In the config.php file, set the following: Code:
define('PHPDIG_DEFAULT_INDEX',false); define('PHPDIG_SESSID_REMOVE',true); define('PHPDIG_SESSID_VAR','s');
__________________
Responses are offered on a voluntary if/as time is available basis, no guarantees. Double posting or bumping threads will not get your question answered any faster. No support via PM or email, responses not guaranteed. Thank you for your comprehension. |
11-29-2003, 05:20 AM | #3 |
Green Mole
Join Date: Nov 2003
Posts: 10
|
no luck
Hi Charter,
I followed your advice. I am currently re-indexing my site (been going for about 1 hour now). I am indexing to a depth of 5.... is this OK? I was not really sure. If I do a search for "beer" I get 119 hits for beer. Again, I have the same problem where the returned pages do not actually include the word "beer". Anything else I can try? Best Regards, George Last edited by george; 11-29-2003 at 05:31 AM. |
11-29-2003, 05:30 AM | #4 |
Green Mole
Join Date: Nov 2003
Posts: 10
|
Hi Charter, In the meantime I have just deleted the /forums folder from the admin panel so i don't confuse my users. So if you try the search engine, there are no beer hits now. But trust me the problem was still there.
Thanks George |
11-29-2003, 11:09 AM | #5 |
Head Mole
Join Date: May 2003
Posts: 2,539
|
Hi. Not sure, but I'm wondering if there is some problem with .js, .cab, and .swf files. Can you try adding js, cab, and swf into the FORBIDDEN_EXTENSIONS in the config file? Also, if this doesn't solve the problem, can you set me up with a demo IPB somewhere on your site and add a couple of posts so that I can crawl there? Do you recall if all the extra beer links went to the members list? You might try crawling http://www.domain.com/forums/ at a level of two, level one for the forum links and level two for the thread links.
__________________
Responses are offered on a voluntary if/as time is available basis, no guarantees.

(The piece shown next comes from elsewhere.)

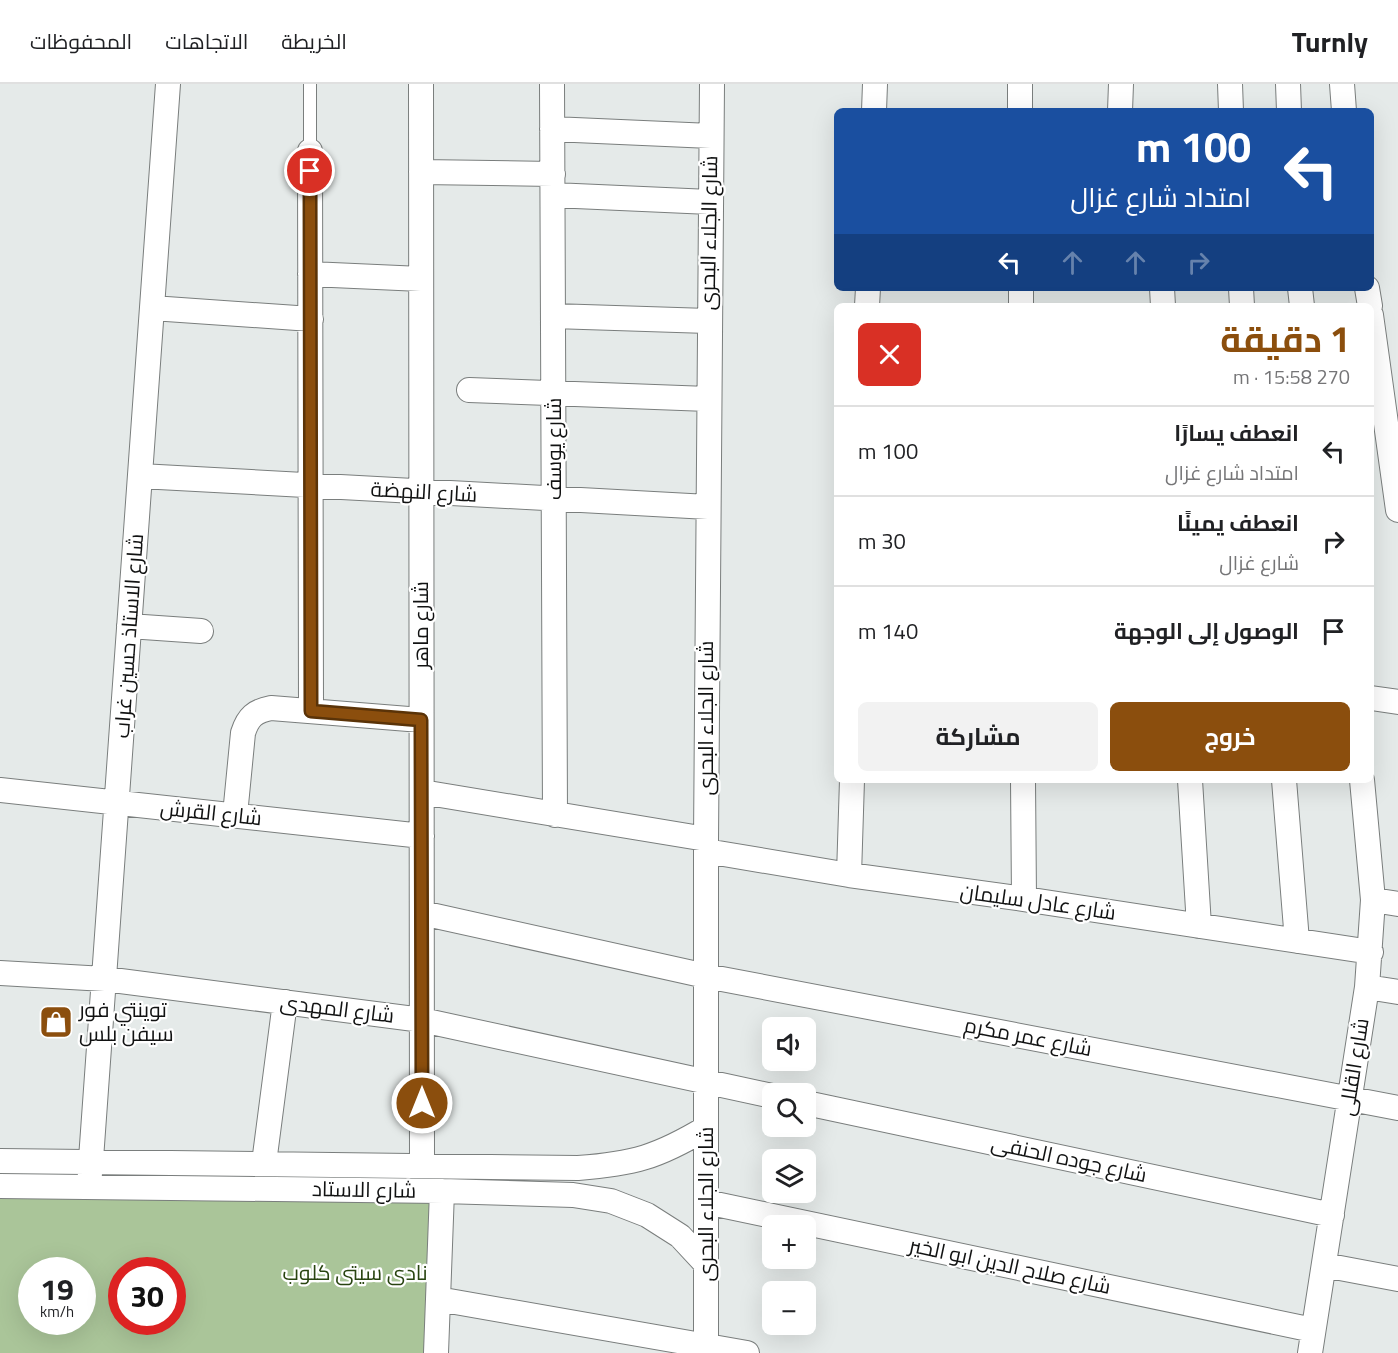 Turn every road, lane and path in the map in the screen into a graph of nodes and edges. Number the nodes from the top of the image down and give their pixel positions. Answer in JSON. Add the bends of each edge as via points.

Double posting or bumping threads will not get your question answered any faster. No support via PM or email, responses not guaranteed. Thank you for your comprehension. |
11-29-2003, 05:39 PM | #6 |
Green Mole
Join Date: Nov 2003
Posts: 10
|
Hi Charter,
I added those extensions to the forbidden list (plus also .ico) since i noticed it spiders my fav.ico file and this is not necessary. I will respider and see what happens. To answer your beer question. No, each link seemed to take me to a different page but none of them included the word beer. Regards, george Last edited by george; 11-29-2003 at 06:39 PM. |
11-29-2003, 06:35 PM | #7 |
Green Mole
Join Date: Nov 2003
Posts: 10
|
Hi Charter,
I respidered and still the same problem. I am not sure how to set up another IPB forum for you to play with. I have left the spider results so you can see what it says. Thanks, George |
12-01-2003, 12:55 PM | #8 |
Head Mole
Join Date: May 2003
Posts: 2,539
|
Hi. The problem it seems is that for almost every http://www.domain.com/forums/index.php?different=query&string=here the text from http://www.domain.com/forums/index.php is returned. It almost seems like some sort of redirect. Anyway, I can duplicate the problem with your site, but other Invision Power Boards seem to index without this trouble. Maybe there are some settings in the IPB to allow for spiders?
__________________
Responses are offered on a voluntary if/as time is available basis, no guarantees. Double posting or bumping threads will not get your question answered any faster. No support via PM or email, responses not guaranteed. Thank you for your comprehension. |
12-01-2003, 03:10 PM | #9 |
Green Mole
Join Date: Nov 2003
Posts: 10
|
Yes there are various spider options in the Admin panel of Invision Power Board.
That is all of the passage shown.